Model predictive control of largue scale solar trough plants

Abstract

One of the current technological challenges is to make solar energy economical and competitive. Advanced control techniques may contribute in this direction by maximizing the electricity generated by using optimal control strategies. A number of research works have been developed concerning control and optimization of solar plants. Most of these works have been developed for the experimental solar trough plant of ACUREX at the Plataforma solar de Almería (PSA) (10 parallel loops of collectors). Generally, small plants such as the ACUREX field can be modelled as an equivalent loop for developing control strategies. Commercial solar trough plants are very extensive, covering vast areas. As an example, Solana Generating Station which has 808 parallel loops of four collectors connected in series (3,232 collectors) covering 780 hectares. The optimization of large scale solar trough plants poses important challenges which require new advanced control techniques to address them: 1. The optical efficiency of different groups of loops may be substantially different in large scale solar plants. The most efficient loops will probably have to be defocused to avoid excessive temperatures. Paradoxically, the most efficient loops will have the higher energy losses because of defocusing. To avoid this energy loss, the valves of the most efficient loops would have to be opened to increase the HTF flow. However, any movement of the valve in one of the loops will influence the flow of the rest of the loops.
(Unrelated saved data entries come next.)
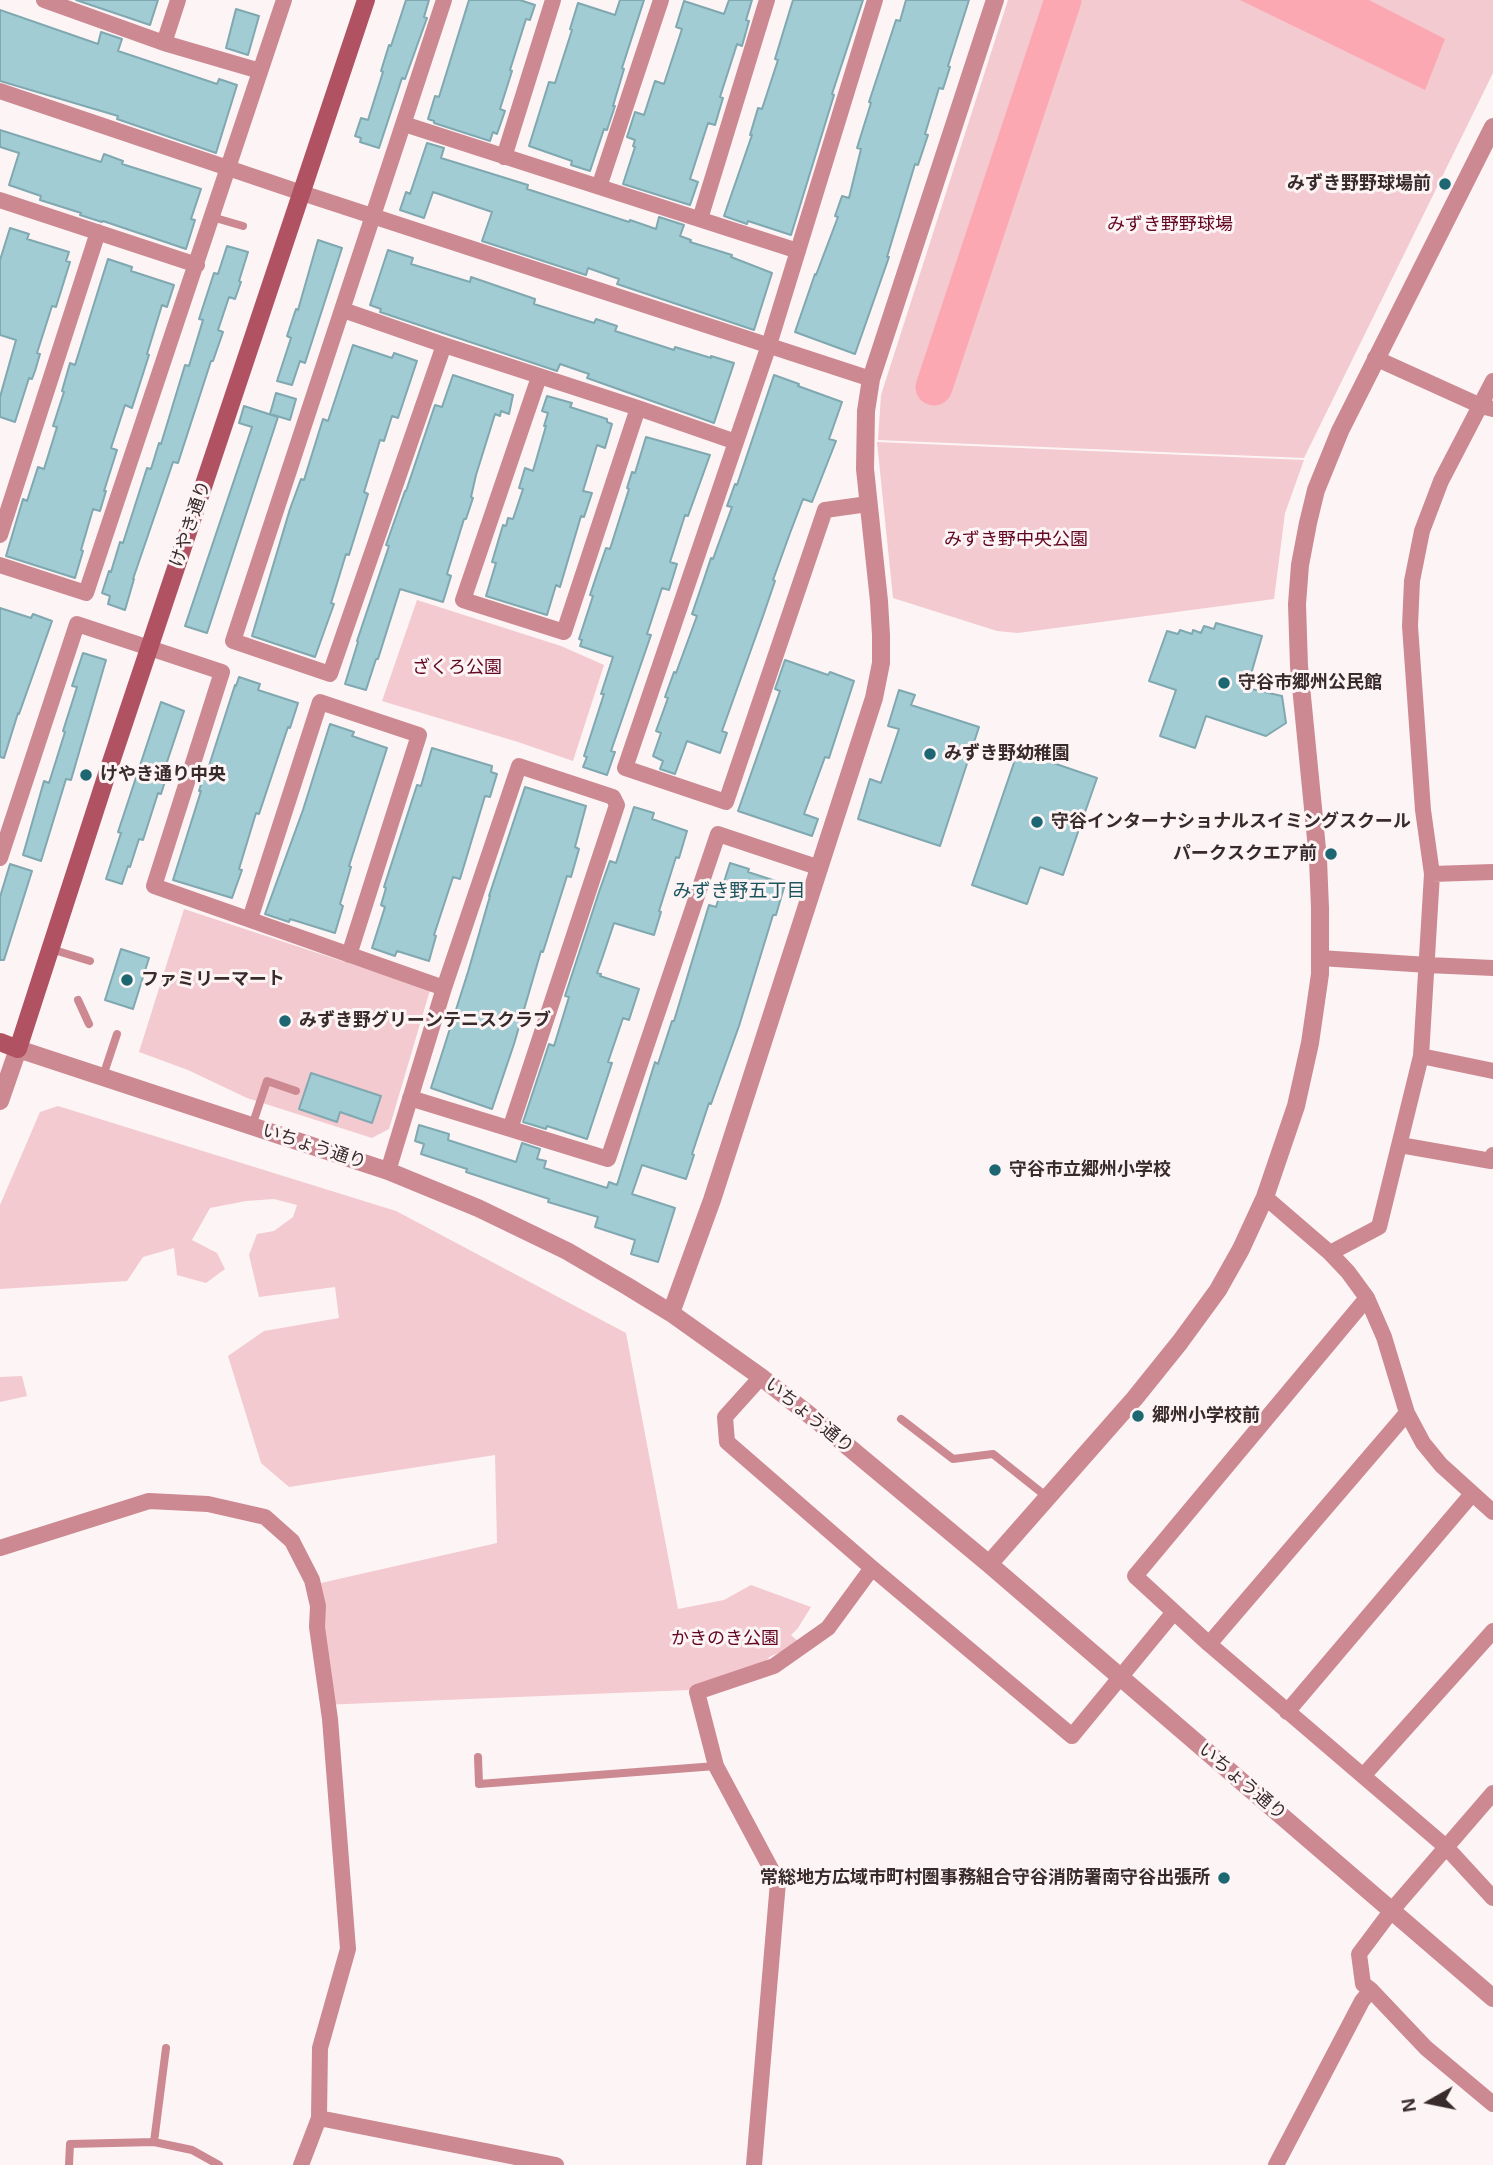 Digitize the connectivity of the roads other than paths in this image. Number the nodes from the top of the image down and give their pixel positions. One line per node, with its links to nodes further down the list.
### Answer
1 (44, 0): 11 (street)
2 (178, 0): 12 (street)
3 (284, 0): 13 (street)
4 (366, 0): 20 (main road, けやき通り)
5 (444, 0): 15 (street)
6 (553, 0): 17 (street)
7 (661, 0): 19 (street)
8 (766, 0): 24 (street)
9 (875, 0): 27 (street)
10 (996, 0): 34 (street)
11 (71, 4): 12 (street)
12 (164, 43): 13 (street)
13 (260, 71): 18 (street)
14 (0, 91): 18 (street)
15 (404, 124): 17 (street); 22 (street)
16 (1493, 127): 32 (street)
17 (504, 157): 19 (street)
18 (229, 167): 20 (street); 23 (street)
19 (599, 187): 24 (street)
20 (302, 193): 22 (street); 42 (main road, けやき通り)
21 (0, 200): 26 (street)
22 (374, 215): 29 (street); 31 (street)
23 (211, 217): 25 (lane); 28 (street)
24 (700, 219): 27 (street)
25 (243, 226)
26 (98, 232): 28 (street); 40 (street)
27 (799, 251): 31 (street)
28 (197, 265): 41 (street)
29 (343, 310): 30 (street); 30 (street)
30 (443, 345): 33 (street)
31 (769, 345): 34 (street); 38 (street)
32 (1375, 358): 37 (street); 50 (street)
33 (538, 377): 36 (street); 36 (street)
34 (871, 379): 39 (street)
35 (1493, 381): 37 (street)
36 (638, 408): 38 (street)
37 (1487, 408): 46 (street)
38 (736, 442): 39 (street)
39 (868, 504): 44 (street)
40 (0, 535)
41 (0, 565)
42 (150, 647): 43 (street); 47 (street); 48 (main road, けやき通り)
43 (0, 858)
44 (820, 868): 67 (street); 74 (street)
45 (1493, 872): 46 (street)
46 (1433, 874): 52 (street)
47 (250, 919): 49 (street); 49 (street)
48 (51, 949): 51 (lane); 59 (main road, けやき通り)
49 (349, 954): 54 (street)
50 (1320, 958): 52 (street); 71 (street)
51 (90, 961)
52 (1428, 965): 53 (street); 60 (street)
53 (1493, 968)
54 (444, 988): 64 (street); 67 (street)
55 (78, 1000): 56 (lane)
56 (89, 1024)
57 (117, 1034): 62 (lane)
58 (0, 1042): 59 (main road, いちょう通り)
59 (18, 1048): 62 (street, いちょう通り); 65 (street)
60 (1421, 1056): 61 (street); 68 (street)
61 (1493, 1071)
62 (103, 1076): 66 (street, いちょう通り)
63 (296, 1091): 66 (lane)
64 (410, 1098): 67 (street); 70 (street)
65 (0, 1101)
66 (252, 1126): 70 (street, いちょう通り)
67 (510, 1129)
68 (1400, 1145): 69 (street); 72 (street)
69 (1493, 1155)
70 (388, 1171): 74 (street, いちょう通り)
71 (1265, 1197): 72 (street); 79 (street)
72 (1330, 1253): 73 (street)
73 (1367, 1298): 76 (street); 84 (street)
74 (671, 1313): 75 (street, いちょう通り)
75 (761, 1377): 82 (street, いちょう通り); 83 (street)
76 (1407, 1413): 78 (street); 86 (street)
77 (901, 1419): 79 (lane)
78 (1472, 1494): 80 (street); 88 (street)
79 (1047, 1498): 82 (street)
80 (1493, 1512)
81 (0, 1548): 100 (street)
82 (989, 1564): 87 (street, いちょう通り)
83 (872, 1568): 87 (street); 90 (street)
84 (1174, 1612): 86 (street); 87 (street)
85 (1493, 1631): 91 (street)
86 (1209, 1644): 88 (street)
87 (1120, 1678): 95 (street, いちょう通り)
88 (1287, 1712): 91 (street)
89 (478, 1756): 90 (lane)
90 (716, 1766): 106 (street)
91 (1363, 1776): 93 (street)
92 (1493, 1793): 93 (street)
93 (1446, 1847): 94 (street); 95 (street)
94 (1493, 1898)
95 (1392, 1910): 96 (street); 97 (street, いちょう通り)
96 (1371, 1990): 99 (street); 107 (street)
97 (1493, 1998)
98 (166, 2048): 101 (lane)
99 (1493, 2104)
100 (319, 2118): 104 (street); 105 (street)
101 (154, 2142): 102 (lane); 103 (lane)
102 (69, 2165)
103 (219, 2165)
104 (301, 2165)
105 (556, 2165)
106 (754, 2165)
107 (1276, 2165)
Loop valves are only used in current plants for steady state flow balancing. 2. Scattered clouds may only affect the locations where the sensors are placed, while the rest of the plant may be under the effect of intense DNI, or vice versa. Sudden changes in DNI produced by scattered clouds induce oscillations so severe that the solar field may have to be defocused or shutdown. This fact produces, in general, not only energy losses but plant deterioration. A spatially distributed DNI nowcasting can be used to improve plant operation and optimize the production. This chapter presents some new concepts and ideas that the authors believe will be the future steps in the development and progress of solar thermal energy. Preliminary results for advanced control of solar plants are presented, using more effective defocusing mechanisms and dynamic thermal balance of loops that have already shown to produce significant gains,.